Blue Origin’s crew capsule has landed, completing a 10-minute trip to suborbital space for former NFL player Michael Strahan, Laura Shepard Churchey — daughter of former NASA astronaut Alan Shepard — and four paying passengers. https://t.co/6vHDEIhqsD pic.twitter.com/DOzjCMXBiX
— Spaceflight Now (@SpaceflightNow) December 11, 2021
The flight mirrored the Freedom 7 mission of Churchley’s father, who rocketed away from Cape Canaveral on May 5, 1961, on a dramatic 15-minute sub-orbital flight to become the first American in space, the second overall after cosmonaut Yuri Gagarin beat NASA to the punch three weeks earlier.
Shepard went on to walk on the moon as commander of the Apollo 14 mission in 1971, famously hitting a golf ball during a moonwalk.
Churchley told Bezos she thought about her father’s Mercury flight, tightly strapped into a cramped capsule with a tiny window while she was able to float free of her seat and take in panoramic views of Earth below.
“He didn’t get to enjoy any of what I was (enjoying),” she told Bezos. “He was working.”
“It was all business,” Bezos agreed.
“Right, he had to do it himself. I went along for the ride. … Blue Origin is the best.”

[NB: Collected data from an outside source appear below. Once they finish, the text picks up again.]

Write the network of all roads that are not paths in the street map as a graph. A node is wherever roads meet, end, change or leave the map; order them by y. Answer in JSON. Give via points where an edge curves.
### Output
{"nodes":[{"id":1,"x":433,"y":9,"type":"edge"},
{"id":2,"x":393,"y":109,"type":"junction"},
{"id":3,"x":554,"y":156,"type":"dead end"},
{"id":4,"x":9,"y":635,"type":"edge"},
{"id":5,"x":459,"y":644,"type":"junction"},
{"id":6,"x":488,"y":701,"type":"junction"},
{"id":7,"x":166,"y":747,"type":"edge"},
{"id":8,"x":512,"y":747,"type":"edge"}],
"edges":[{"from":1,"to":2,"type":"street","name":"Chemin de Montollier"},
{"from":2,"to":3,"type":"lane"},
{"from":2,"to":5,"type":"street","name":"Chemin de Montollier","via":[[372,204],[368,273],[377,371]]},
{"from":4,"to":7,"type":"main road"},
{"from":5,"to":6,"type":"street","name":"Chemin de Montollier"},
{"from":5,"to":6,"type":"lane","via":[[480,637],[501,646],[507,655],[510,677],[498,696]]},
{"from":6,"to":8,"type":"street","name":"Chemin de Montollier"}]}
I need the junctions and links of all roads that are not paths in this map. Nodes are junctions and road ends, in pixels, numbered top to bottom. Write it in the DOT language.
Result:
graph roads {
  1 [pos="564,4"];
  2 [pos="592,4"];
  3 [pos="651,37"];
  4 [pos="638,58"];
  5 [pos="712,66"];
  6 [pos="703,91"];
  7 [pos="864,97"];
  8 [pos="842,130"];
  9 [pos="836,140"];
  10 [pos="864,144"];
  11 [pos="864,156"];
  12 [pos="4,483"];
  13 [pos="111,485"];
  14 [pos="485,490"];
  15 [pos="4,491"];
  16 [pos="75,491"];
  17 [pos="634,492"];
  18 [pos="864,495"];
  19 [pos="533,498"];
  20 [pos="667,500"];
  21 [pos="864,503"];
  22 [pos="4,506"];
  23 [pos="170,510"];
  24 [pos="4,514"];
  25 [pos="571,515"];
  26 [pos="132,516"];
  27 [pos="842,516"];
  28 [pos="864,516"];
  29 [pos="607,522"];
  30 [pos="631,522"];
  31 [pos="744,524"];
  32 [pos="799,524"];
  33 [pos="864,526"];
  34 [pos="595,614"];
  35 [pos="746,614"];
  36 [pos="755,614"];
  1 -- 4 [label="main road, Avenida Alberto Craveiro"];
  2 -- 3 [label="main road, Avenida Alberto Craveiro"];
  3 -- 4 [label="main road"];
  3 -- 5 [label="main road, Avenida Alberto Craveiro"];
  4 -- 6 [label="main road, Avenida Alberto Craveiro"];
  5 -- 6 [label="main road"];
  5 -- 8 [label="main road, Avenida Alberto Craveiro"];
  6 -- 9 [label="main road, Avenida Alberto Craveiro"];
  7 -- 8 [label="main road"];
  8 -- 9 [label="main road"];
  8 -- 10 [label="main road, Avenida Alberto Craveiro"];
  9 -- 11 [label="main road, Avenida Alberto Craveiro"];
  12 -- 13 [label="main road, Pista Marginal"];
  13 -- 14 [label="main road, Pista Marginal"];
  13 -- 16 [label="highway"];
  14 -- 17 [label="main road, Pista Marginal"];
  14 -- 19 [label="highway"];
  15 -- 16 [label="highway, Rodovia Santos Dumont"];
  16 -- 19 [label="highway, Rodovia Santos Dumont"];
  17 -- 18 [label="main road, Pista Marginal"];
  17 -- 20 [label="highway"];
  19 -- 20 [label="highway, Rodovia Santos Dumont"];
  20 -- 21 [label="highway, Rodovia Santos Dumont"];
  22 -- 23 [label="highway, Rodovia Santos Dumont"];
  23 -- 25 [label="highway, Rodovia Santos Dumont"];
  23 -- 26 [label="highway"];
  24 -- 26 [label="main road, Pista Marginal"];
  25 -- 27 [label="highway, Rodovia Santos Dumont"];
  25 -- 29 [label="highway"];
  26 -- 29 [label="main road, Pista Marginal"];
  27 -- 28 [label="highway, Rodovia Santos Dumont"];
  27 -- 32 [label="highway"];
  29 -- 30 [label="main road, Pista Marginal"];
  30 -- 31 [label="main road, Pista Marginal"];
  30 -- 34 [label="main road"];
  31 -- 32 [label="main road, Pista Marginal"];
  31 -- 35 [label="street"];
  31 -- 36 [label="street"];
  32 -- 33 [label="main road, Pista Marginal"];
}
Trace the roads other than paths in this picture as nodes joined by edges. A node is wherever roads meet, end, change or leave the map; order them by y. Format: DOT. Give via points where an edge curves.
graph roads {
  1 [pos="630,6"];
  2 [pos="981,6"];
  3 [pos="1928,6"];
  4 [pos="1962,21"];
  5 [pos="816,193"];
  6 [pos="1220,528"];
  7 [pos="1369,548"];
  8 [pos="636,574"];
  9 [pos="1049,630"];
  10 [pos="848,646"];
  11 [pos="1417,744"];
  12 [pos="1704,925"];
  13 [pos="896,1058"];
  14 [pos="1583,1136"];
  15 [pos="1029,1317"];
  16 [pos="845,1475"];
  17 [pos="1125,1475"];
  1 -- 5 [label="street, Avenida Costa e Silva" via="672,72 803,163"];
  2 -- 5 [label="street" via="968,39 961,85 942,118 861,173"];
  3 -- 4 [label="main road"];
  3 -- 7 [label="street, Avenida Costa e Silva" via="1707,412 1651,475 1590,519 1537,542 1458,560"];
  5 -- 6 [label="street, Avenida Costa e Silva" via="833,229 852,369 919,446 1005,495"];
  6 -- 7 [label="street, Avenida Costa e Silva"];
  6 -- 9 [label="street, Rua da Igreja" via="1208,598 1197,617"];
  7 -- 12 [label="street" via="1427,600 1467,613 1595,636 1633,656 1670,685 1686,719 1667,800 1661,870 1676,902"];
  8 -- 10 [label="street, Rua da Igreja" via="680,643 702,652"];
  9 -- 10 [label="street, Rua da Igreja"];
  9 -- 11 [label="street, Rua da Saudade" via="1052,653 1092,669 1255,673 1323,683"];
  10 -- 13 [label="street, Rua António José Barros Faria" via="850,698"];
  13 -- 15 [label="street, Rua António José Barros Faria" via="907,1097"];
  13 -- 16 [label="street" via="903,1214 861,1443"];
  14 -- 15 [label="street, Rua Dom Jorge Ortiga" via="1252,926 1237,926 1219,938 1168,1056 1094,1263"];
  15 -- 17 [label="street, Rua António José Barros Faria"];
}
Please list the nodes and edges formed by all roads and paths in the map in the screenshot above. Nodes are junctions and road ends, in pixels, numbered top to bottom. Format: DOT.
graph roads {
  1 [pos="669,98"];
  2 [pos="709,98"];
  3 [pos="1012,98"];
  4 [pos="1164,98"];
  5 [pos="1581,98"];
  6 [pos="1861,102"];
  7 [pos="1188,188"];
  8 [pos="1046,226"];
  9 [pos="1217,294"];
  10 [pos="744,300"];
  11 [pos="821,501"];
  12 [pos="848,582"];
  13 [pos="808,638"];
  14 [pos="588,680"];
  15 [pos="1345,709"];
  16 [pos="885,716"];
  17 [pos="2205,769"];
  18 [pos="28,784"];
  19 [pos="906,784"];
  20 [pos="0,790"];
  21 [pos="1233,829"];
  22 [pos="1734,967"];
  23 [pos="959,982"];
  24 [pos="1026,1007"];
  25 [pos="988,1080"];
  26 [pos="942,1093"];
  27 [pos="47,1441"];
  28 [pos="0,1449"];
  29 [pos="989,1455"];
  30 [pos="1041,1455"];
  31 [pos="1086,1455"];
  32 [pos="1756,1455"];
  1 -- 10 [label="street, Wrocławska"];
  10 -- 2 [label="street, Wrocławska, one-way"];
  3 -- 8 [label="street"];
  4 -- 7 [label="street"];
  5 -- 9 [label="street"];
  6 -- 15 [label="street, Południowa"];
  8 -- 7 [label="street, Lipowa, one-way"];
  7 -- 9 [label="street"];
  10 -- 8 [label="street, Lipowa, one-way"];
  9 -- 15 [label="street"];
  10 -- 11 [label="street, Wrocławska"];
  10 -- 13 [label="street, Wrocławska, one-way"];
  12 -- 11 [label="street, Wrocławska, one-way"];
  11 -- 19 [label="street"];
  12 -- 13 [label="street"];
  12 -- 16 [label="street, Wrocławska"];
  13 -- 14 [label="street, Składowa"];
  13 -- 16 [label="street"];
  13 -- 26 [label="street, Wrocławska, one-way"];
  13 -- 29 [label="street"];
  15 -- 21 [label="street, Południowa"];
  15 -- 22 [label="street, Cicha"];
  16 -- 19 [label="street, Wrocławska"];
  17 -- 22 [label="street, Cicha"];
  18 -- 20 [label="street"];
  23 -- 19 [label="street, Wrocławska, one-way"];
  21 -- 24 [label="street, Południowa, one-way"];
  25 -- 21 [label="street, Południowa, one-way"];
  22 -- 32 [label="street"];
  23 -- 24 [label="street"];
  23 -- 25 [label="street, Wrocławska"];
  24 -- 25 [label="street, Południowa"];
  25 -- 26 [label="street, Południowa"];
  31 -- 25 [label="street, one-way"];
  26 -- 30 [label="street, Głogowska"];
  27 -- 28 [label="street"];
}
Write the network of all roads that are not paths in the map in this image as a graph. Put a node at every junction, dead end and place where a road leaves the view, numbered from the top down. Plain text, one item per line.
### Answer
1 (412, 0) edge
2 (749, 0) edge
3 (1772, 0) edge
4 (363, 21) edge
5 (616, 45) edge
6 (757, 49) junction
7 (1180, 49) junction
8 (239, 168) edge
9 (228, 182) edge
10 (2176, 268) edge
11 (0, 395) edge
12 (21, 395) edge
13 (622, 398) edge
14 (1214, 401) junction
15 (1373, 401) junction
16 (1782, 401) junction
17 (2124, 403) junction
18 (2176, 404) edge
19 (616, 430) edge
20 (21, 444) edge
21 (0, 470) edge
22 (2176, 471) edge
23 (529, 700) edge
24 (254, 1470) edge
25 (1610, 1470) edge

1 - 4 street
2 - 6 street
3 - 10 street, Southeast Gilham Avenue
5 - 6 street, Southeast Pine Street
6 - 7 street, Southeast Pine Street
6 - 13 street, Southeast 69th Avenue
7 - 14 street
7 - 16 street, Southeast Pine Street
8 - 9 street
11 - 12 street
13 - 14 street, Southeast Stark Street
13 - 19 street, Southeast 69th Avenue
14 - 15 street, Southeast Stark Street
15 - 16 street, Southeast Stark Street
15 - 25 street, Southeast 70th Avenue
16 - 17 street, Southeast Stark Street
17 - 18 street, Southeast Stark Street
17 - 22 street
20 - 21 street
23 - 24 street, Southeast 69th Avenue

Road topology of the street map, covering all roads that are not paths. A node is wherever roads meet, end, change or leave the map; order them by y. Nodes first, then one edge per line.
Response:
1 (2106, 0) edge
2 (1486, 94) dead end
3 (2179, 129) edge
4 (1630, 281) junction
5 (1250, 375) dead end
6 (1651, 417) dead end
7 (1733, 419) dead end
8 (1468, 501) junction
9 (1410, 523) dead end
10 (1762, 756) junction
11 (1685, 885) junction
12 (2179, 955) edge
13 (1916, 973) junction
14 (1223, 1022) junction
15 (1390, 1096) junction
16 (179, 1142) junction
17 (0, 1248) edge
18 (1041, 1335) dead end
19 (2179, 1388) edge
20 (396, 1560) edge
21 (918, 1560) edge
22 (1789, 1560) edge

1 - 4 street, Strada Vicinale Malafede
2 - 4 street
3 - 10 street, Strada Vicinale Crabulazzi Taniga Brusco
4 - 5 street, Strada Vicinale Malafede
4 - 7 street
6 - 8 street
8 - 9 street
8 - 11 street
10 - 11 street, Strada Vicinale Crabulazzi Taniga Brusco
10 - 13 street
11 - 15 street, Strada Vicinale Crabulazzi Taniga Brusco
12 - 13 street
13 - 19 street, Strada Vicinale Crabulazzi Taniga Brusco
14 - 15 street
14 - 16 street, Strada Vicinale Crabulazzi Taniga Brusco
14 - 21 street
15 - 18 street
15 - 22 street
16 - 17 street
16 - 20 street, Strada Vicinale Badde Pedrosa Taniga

Churchley and Strahan, a retired Hall of Fame professional football player and co-anchor of ABC’s “Good Morning America,” flew as guests of Blue Origin and Amazon-founder Bezos.
Their four crewmates bought their tickets for undisclosed amounts. Blue Origin does not discuss pricing and so far, no passengers have volunteered any details. But Lane Bess, presumably joking, said after landing, “I’m going to do it again. Get me in line!”
The six passengers who flew to the edge of space on Blue Origin’s New Shepard booster have emerged from their capsule in good health. They’re joined by Blue Origin founder Jeff Bezos in West Texas. https://t.co/6vHDEIhqsD pic.twitter.com/Z1kFNzKTof
— Spaceflight Now (@SpaceflightNow) December 11, 2021
The 19th New Shepard mission — NS-19 — was Blue Origin’s third flight with passengers on board, and the first with a full six-member crew. They called themselves the “Original Six” a play on NASA’s “Original Seven” Mercury astronauts.
Bezos, his brother Mark, 82-year-old aviation pioneer Wally Funk and Dutch teenager Oliver Daemen took off July 20 on the company’s first piloted New Shepard flight. A second launch on Oct. 13 carried actor William Shatner, a Blue Origin executive and two entrepreneurs to space.
“What you have given me is the most profound experience I can imagine,” Shatner, on the verge of tears, told Bezos after the flight. “I’m so filled with emotion about what just happened. I just, it’s extraordinary, extraordinary. I hope I never recover from this, I hope that I can maintain what I feel now, I don’t want to lose it.”
Saturday’s NS-19 mission was the 26th crewed sub-orbital flight since Alan Shepard’s pioneering Mercury mission and the 7th in the competition between Blue Origin and Richard Branson’s Virgin Galactic, which offers sub-orbital flights aboard a winged spaceplane.
Virgin has launched eight pilots and other company officials, including Branson, on four flights since December 2018 and plans to begin commercial service next year. Blue Origin has now launched three crewed flights carrying 14 passengers, including seven who bought tickets.
With Saturday’s flight, 609 individuals have now flown in space. Of that total, 36 made sub-orbital flights, including six who also flew in orbit, and 41 have flown commercially.